*** Opening of DATA SECTION ***

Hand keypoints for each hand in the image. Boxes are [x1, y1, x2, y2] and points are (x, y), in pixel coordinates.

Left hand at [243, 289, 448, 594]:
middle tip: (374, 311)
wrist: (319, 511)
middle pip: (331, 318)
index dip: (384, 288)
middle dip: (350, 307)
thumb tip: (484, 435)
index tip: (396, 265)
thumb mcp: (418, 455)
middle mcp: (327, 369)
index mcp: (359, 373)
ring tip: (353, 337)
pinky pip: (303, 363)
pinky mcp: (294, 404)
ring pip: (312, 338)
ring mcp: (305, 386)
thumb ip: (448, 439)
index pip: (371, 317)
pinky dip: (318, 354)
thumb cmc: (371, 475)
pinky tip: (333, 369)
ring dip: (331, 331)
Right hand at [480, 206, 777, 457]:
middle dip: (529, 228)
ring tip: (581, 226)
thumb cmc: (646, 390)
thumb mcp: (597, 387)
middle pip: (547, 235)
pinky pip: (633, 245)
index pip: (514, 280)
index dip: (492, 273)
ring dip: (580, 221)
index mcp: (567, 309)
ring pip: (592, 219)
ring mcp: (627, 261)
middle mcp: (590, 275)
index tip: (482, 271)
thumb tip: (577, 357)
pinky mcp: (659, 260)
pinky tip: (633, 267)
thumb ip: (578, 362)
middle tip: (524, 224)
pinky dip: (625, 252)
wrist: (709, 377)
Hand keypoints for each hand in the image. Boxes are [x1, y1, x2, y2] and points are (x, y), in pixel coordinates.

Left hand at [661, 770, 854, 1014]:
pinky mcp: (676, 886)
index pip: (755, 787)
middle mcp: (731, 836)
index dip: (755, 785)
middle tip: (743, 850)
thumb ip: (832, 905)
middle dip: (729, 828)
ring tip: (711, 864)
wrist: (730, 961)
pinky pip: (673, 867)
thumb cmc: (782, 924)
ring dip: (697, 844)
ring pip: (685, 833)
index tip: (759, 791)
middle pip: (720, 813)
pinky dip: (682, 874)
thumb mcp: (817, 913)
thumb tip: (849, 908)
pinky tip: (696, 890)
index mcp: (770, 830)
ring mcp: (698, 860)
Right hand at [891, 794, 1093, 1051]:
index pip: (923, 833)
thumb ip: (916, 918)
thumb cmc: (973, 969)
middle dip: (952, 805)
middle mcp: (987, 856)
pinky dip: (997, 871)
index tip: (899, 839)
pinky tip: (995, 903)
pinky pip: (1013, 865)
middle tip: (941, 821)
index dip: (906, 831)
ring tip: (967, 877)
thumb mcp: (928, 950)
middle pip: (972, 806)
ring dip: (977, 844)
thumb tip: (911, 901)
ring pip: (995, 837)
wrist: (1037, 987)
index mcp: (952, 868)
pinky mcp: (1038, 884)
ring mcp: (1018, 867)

*** Close of DATA SECTION ***

■ **PROBLEM DETAILS**
One stretch of the lines above is wanted, from the line that contains "index mcp: (359, 373)" through the line that contains "wrist: (709, 377)". Output it exactly.

■ **OUTPUT FOR THIS TASK**
index mcp: (359, 373)
ring tip: (353, 337)
pinky pip: (303, 363)
pinky mcp: (294, 404)
ring pip: (312, 338)
ring mcp: (305, 386)
thumb ip: (448, 439)
index pip: (371, 317)
pinky dip: (318, 354)
thumb cmc: (371, 475)
pinky tip: (333, 369)
ring dip: (331, 331)
Right hand at [480, 206, 777, 457]:
middle dip: (529, 228)
ring tip: (581, 226)
thumb cmc: (646, 390)
thumb mcp: (597, 387)
middle pip: (547, 235)
pinky pip: (633, 245)
index pip: (514, 280)
index dip: (492, 273)
ring dip: (580, 221)
index mcp: (567, 309)
ring pip: (592, 219)
ring mcp: (627, 261)
middle mcp: (590, 275)
index tip: (482, 271)
thumb tip: (577, 357)
pinky mcp: (659, 260)
pinky tip: (633, 267)
thumb ip: (578, 362)
middle tip: (524, 224)
pinky dip: (625, 252)
wrist: (709, 377)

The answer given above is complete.